[Problem to solve] Apart from the pictures, output all of the records exactly.

:: Material provided ::

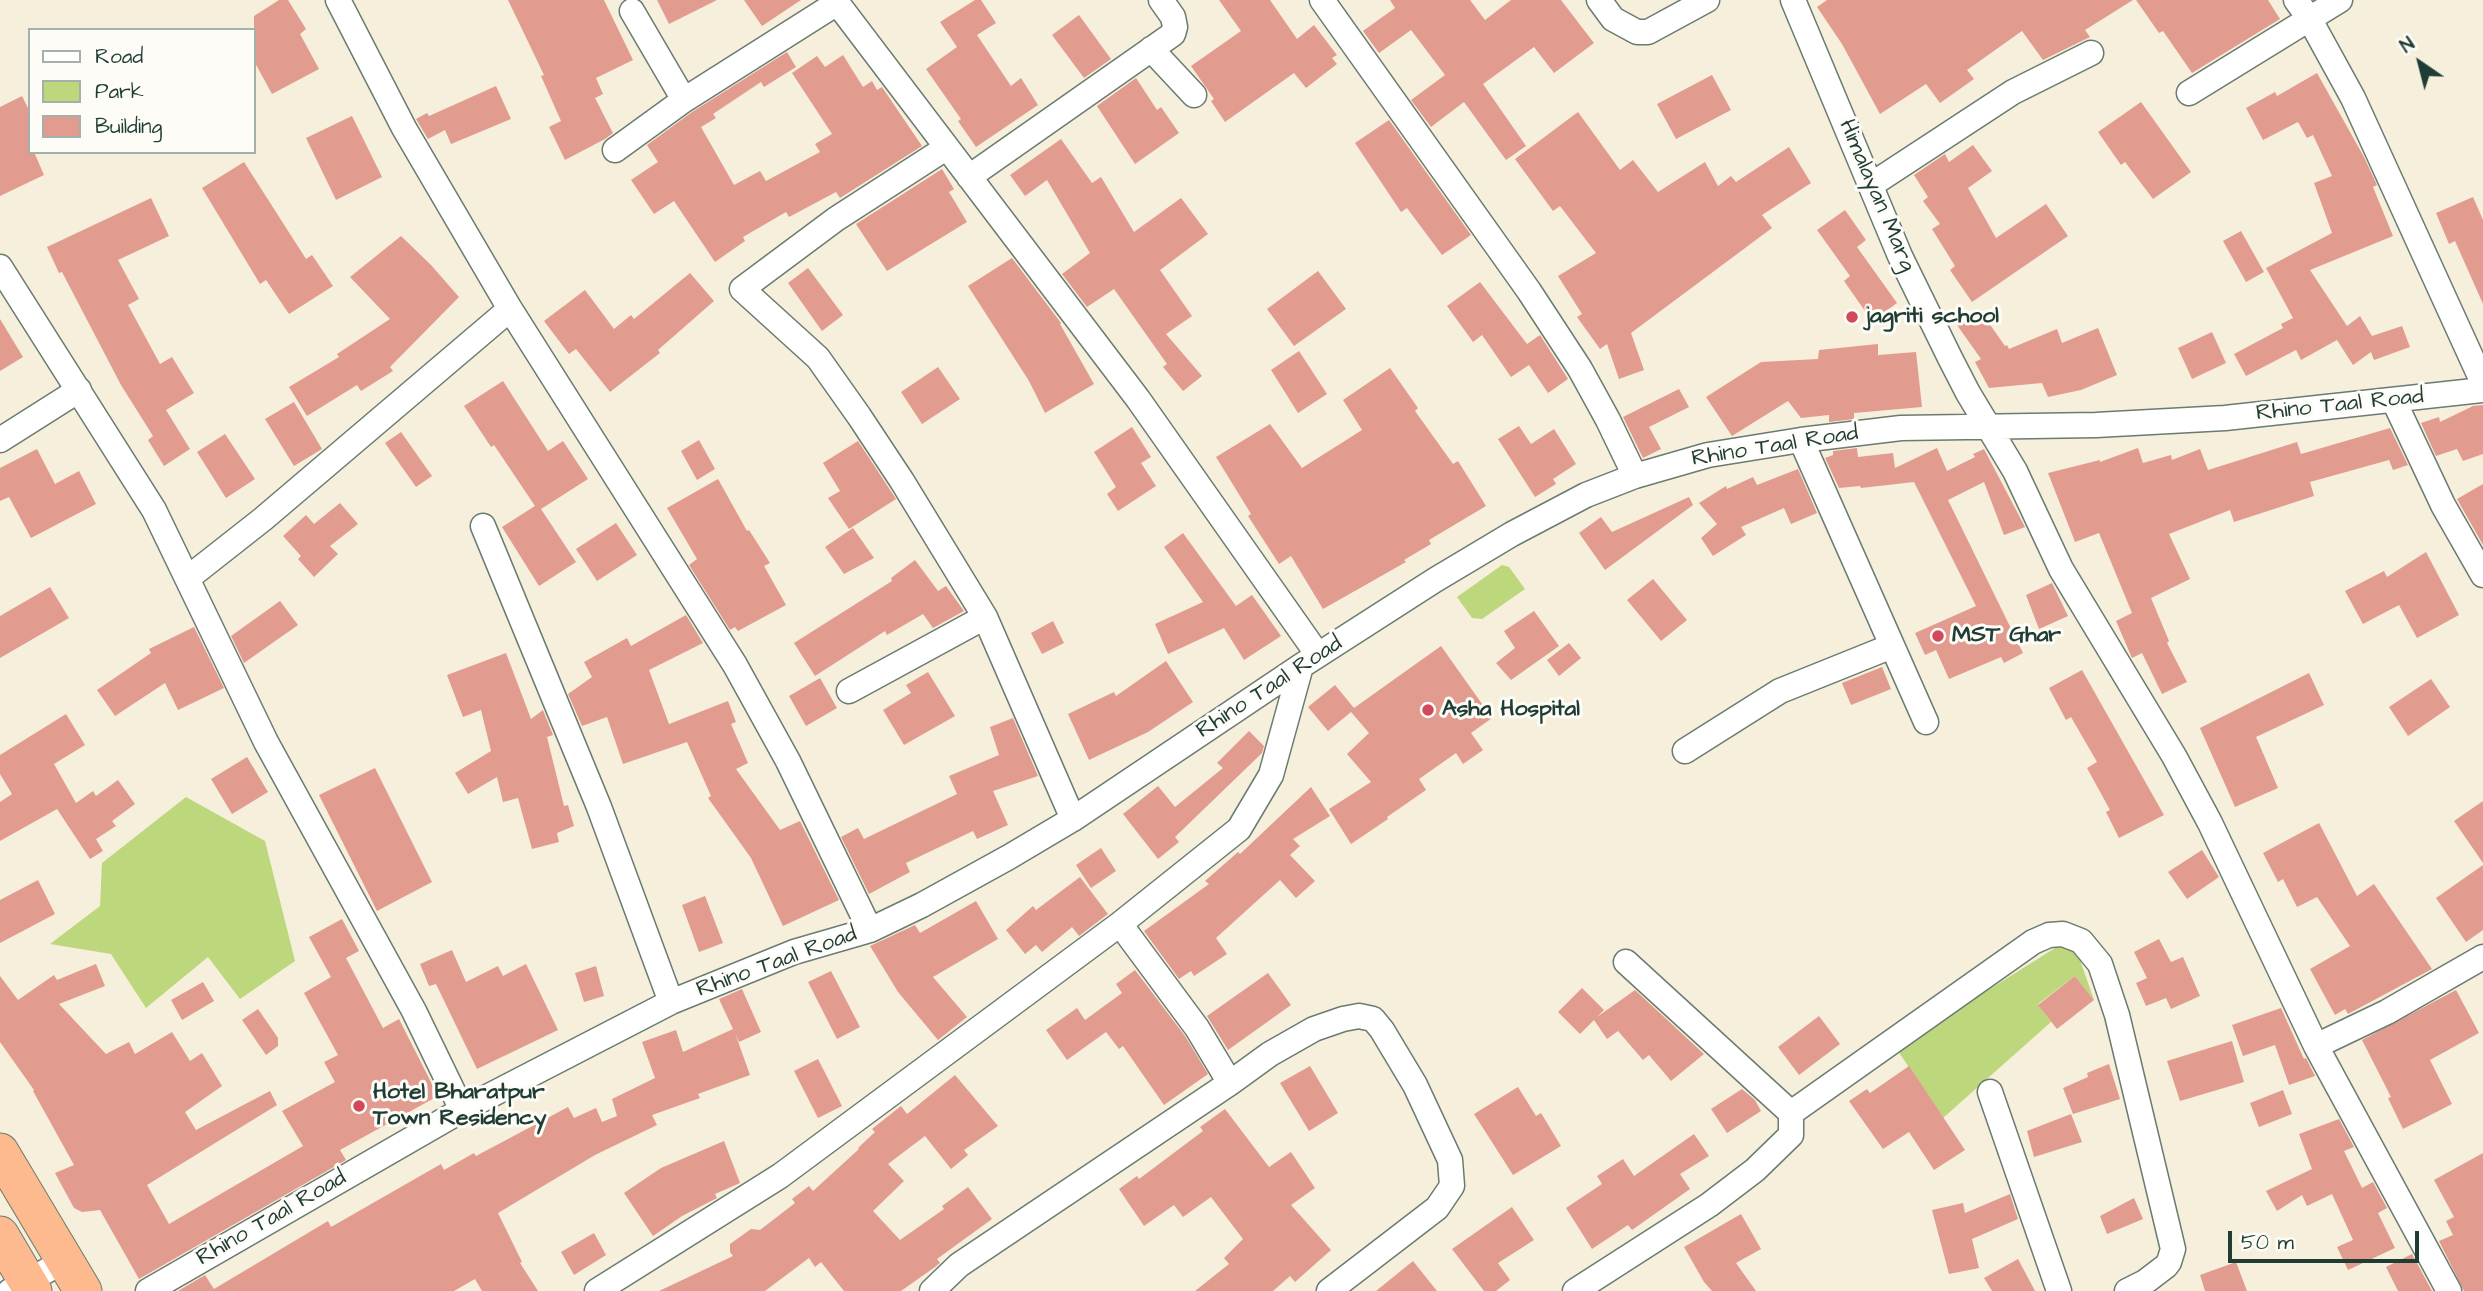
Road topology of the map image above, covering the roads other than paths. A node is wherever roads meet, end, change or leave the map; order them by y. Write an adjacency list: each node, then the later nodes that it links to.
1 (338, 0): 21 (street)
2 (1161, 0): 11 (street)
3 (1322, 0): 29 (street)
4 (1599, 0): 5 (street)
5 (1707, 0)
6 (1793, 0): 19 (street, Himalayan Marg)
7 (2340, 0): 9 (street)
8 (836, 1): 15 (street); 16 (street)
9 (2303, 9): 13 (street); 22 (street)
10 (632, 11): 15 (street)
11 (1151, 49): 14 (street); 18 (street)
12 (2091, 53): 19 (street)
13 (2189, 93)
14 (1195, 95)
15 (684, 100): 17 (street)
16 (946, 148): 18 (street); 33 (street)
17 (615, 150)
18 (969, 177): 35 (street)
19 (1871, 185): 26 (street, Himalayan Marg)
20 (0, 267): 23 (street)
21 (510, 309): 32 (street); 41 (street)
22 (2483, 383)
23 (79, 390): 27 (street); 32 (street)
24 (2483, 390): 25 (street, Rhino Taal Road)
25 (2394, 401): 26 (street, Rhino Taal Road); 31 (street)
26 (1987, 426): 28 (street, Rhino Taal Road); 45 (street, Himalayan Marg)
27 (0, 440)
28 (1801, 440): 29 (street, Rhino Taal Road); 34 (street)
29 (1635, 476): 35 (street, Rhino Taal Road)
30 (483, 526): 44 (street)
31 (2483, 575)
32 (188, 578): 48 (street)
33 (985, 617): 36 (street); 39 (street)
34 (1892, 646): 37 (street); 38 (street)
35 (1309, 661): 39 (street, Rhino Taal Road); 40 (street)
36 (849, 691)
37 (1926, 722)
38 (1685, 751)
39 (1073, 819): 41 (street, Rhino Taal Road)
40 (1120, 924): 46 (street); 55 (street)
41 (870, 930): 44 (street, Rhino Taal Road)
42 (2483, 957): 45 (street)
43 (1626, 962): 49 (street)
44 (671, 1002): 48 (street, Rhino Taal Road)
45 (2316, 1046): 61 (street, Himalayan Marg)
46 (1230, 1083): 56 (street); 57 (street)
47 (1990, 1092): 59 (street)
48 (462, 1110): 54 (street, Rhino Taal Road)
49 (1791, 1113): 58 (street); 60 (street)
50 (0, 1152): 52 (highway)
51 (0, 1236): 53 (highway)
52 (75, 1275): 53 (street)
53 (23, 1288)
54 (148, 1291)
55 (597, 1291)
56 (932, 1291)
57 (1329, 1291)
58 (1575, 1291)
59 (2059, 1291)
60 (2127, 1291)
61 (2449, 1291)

:::

[Solution to the exercise]
Road topology of the map image above, covering the roads other than paths. A node is wherever roads meet, end, change or leave the map; order them by y. Write an adjacency list: each node, then the later nodes that it links to.
1 (338, 0): 21 (street)
2 (1161, 0): 11 (street)
3 (1322, 0): 29 (street)
4 (1599, 0): 5 (street)
5 (1707, 0)
6 (1793, 0): 19 (street, Himalayan Marg)
7 (2340, 0): 9 (street)
8 (836, 1): 15 (street); 16 (street)
9 (2303, 9): 13 (street); 22 (street)
10 (632, 11): 15 (street)
11 (1151, 49): 14 (street); 18 (street)
12 (2091, 53): 19 (street)
13 (2189, 93)
14 (1195, 95)
15 (684, 100): 17 (street)
16 (946, 148): 18 (street); 33 (street)
17 (615, 150)
18 (969, 177): 35 (street)
19 (1871, 185): 26 (street, Himalayan Marg)
20 (0, 267): 23 (street)
21 (510, 309): 32 (street); 41 (street)
22 (2483, 383)
23 (79, 390): 27 (street); 32 (street)
24 (2483, 390): 25 (street, Rhino Taal Road)
25 (2394, 401): 26 (street, Rhino Taal Road); 31 (street)
26 (1987, 426): 28 (street, Rhino Taal Road); 45 (street, Himalayan Marg)
27 (0, 440)
28 (1801, 440): 29 (street, Rhino Taal Road); 34 (street)
29 (1635, 476): 35 (street, Rhino Taal Road)
30 (483, 526): 44 (street)
31 (2483, 575)
32 (188, 578): 48 (street)
33 (985, 617): 36 (street); 39 (street)
34 (1892, 646): 37 (street); 38 (street)
35 (1309, 661): 39 (street, Rhino Taal Road); 40 (street)
36 (849, 691)
37 (1926, 722)
38 (1685, 751)
39 (1073, 819): 41 (street, Rhino Taal Road)
40 (1120, 924): 46 (street); 55 (street)
41 (870, 930): 44 (street, Rhino Taal Road)
42 (2483, 957): 45 (street)
43 (1626, 962): 49 (street)
44 (671, 1002): 48 (street, Rhino Taal Road)
45 (2316, 1046): 61 (street, Himalayan Marg)
46 (1230, 1083): 56 (street); 57 (street)
47 (1990, 1092): 59 (street)
48 (462, 1110): 54 (street, Rhino Taal Road)
49 (1791, 1113): 58 (street); 60 (street)
50 (0, 1152): 52 (highway)
51 (0, 1236): 53 (highway)
52 (75, 1275): 53 (street)
53 (23, 1288)
54 (148, 1291)
55 (597, 1291)
56 (932, 1291)
57 (1329, 1291)
58 (1575, 1291)
59 (2059, 1291)
60 (2127, 1291)
61 (2449, 1291)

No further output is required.